Aneh rasanya dalam momen dan tempat istimewa ini ada kepalsuan dan kepura-puraan. Nasi dan daging dapat dimakan, moke (tuak) dapat diminum, nyanyian dapat dilantunkan dengan merdu, tetapi di dalamnya tersirat dendam untuk melanjutkan permusuhan melalui cara-cara yang tidak terpuji, bahkan melalui jalur hukum sipil yang memakan banyak waktu dan energi.
Sudah saatnya kembali ke ajaran dan pola hidup bijak leluhur agar menggunakan momen Reba secara tepat dan bijak pula. Semuanya akan terwujud bila masing-masing pihak dapat kembali ke ajaran pokok leluhur masyarakat Ngada yang terkenal ramah dan cinta damai.
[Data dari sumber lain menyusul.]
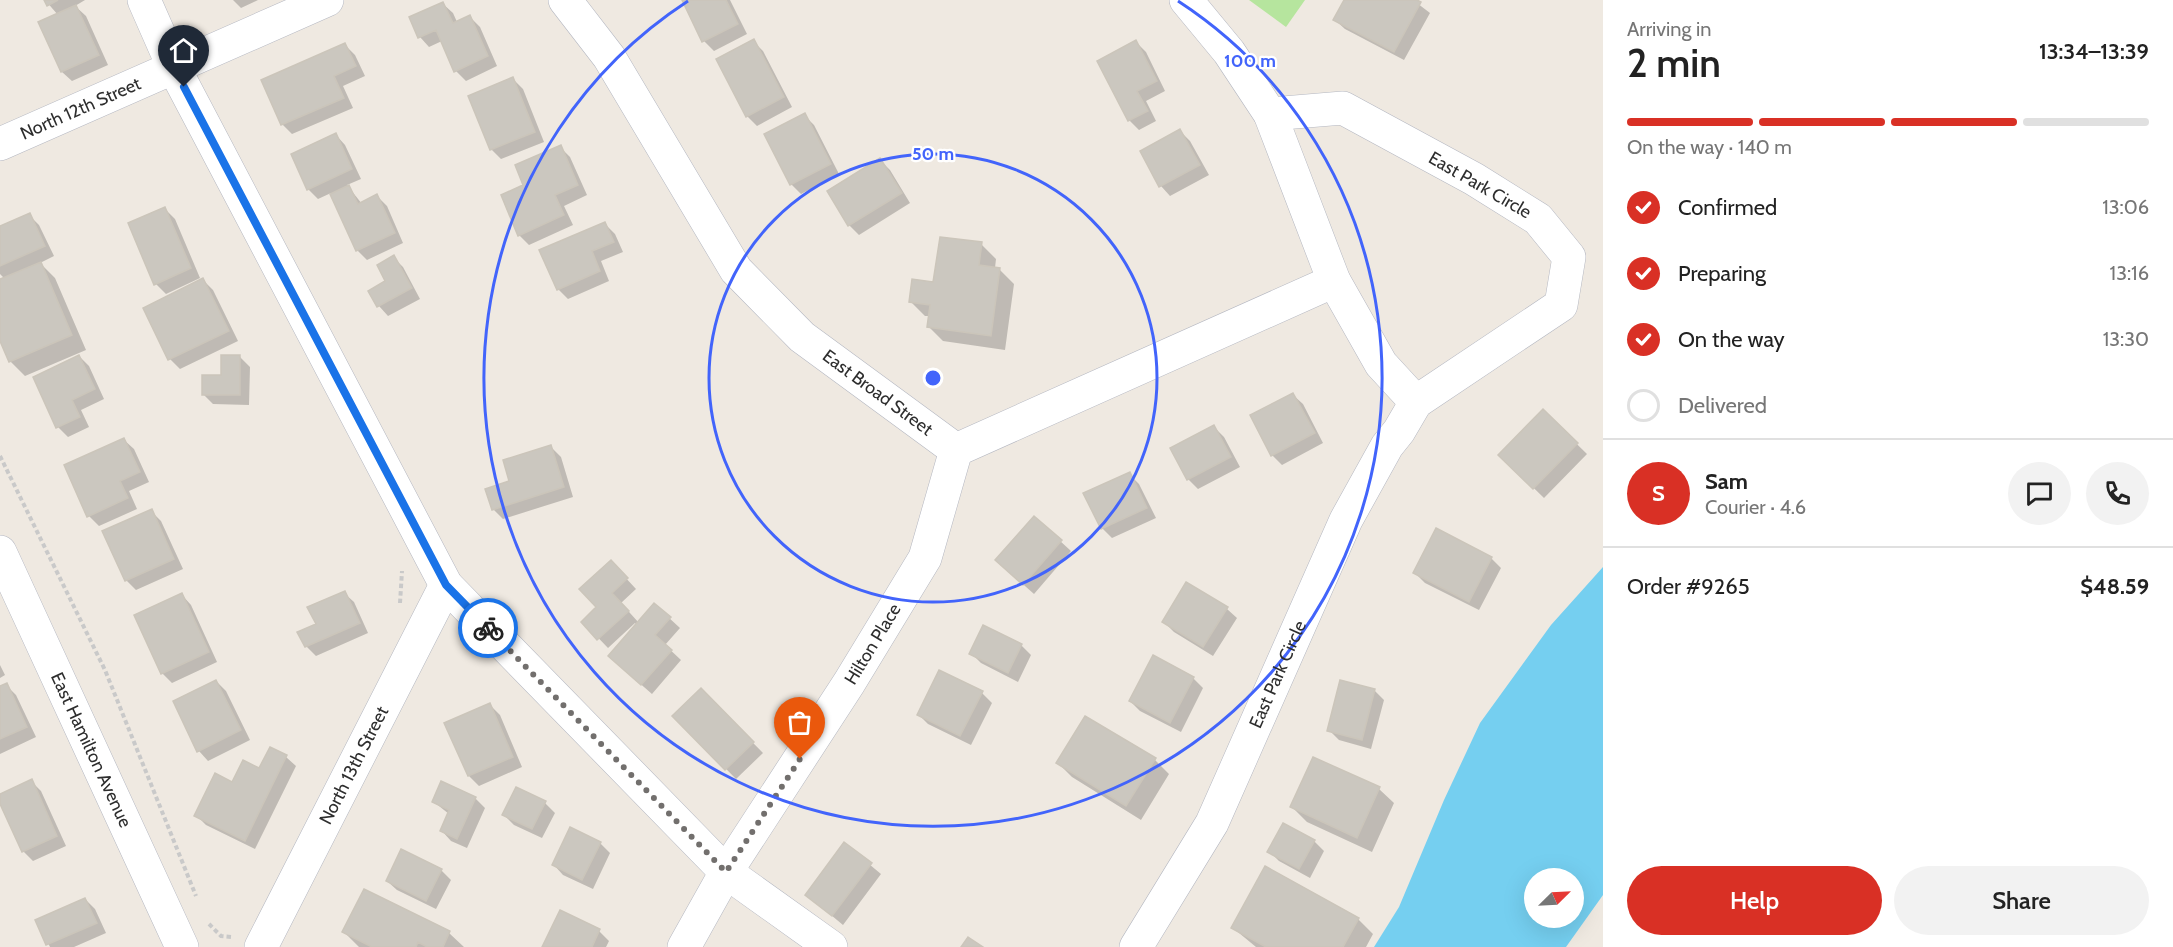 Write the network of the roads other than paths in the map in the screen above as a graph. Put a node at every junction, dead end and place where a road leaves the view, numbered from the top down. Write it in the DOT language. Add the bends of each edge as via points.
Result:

Kiranya pesta Reba tidak sekedar menjadi pesta tahun baru yang berbau sekular, tetapi lebih dari itu untuk kembali ke ajaran pokok kehidupan para leluhur, agar kemudian terwujud kehidupan bersama dalam sa'o, klan, dan sub klan yang harmonis satu sama lain. Intinya adalah kesatuan dan persaudaraan, serta cinta dan belas kasih antara manusia.